● **Your objective**
The data below should be restated word for word, with every picture omitted.

Extracted records:
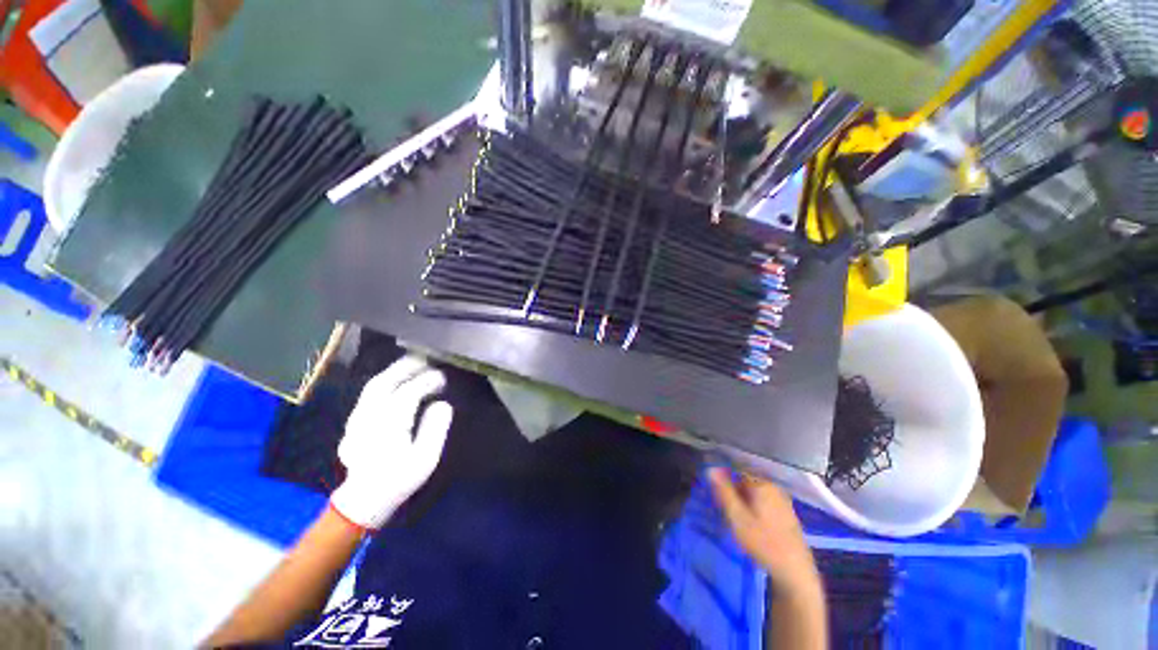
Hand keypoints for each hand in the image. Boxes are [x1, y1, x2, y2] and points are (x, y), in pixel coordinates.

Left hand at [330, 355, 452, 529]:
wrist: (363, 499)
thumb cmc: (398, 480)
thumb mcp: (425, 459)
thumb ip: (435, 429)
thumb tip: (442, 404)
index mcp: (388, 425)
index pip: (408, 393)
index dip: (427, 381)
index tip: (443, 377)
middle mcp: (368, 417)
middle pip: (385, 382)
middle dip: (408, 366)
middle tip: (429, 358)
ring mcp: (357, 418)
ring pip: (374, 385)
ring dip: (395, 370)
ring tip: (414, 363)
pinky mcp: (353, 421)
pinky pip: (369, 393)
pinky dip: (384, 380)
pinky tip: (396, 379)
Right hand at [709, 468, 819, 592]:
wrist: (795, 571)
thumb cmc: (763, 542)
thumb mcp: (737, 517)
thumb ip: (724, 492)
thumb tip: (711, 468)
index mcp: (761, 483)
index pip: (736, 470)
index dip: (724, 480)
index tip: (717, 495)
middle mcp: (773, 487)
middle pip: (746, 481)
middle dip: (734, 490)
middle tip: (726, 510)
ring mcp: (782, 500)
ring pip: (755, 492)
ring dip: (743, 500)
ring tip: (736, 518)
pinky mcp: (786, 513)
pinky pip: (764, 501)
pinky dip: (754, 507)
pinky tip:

● **Worked solution**
Hand keypoints for each hand in the image. Boxes are [x1, y1, x2, y2] and points are (x, y), in pixel coordinates.

Left hand at [330, 355, 452, 529]:
wrist: (363, 499)
thumb cmc: (398, 480)
thumb mcp: (425, 459)
thumb ip: (435, 429)
thumb tip: (442, 404)
index mcp: (388, 425)
index pip: (408, 393)
index dip: (427, 381)
index tip: (443, 377)
middle mcp: (368, 417)
middle pip: (385, 382)
middle dip: (408, 366)
middle tip: (429, 358)
ring mcp: (357, 418)
ring pip: (374, 385)
ring dip: (395, 370)
ring tip: (414, 363)
pinky mcp: (353, 421)
pinky pip: (369, 393)
pinky dip: (384, 380)
pinky tip: (396, 379)
Right hand at [709, 468, 819, 592]:
wrist: (795, 571)
thumb cmc: (763, 542)
thumb mcp: (737, 517)
thumb ip: (724, 492)
thumb tip: (711, 468)
index mcp: (761, 483)
index pip: (736, 470)
index dip: (724, 480)
index tip: (717, 495)
middle mcp: (773, 487)
middle pip: (746, 481)
middle dip: (734, 490)
middle tip: (726, 510)
ring mcp: (782, 500)
ring pip: (755, 492)
ring dip: (743, 500)
ring tip: (736, 518)
pinky mcp: (786, 513)
pinky pip: (764, 501)
pinky dip: (754, 507)
pinky tip:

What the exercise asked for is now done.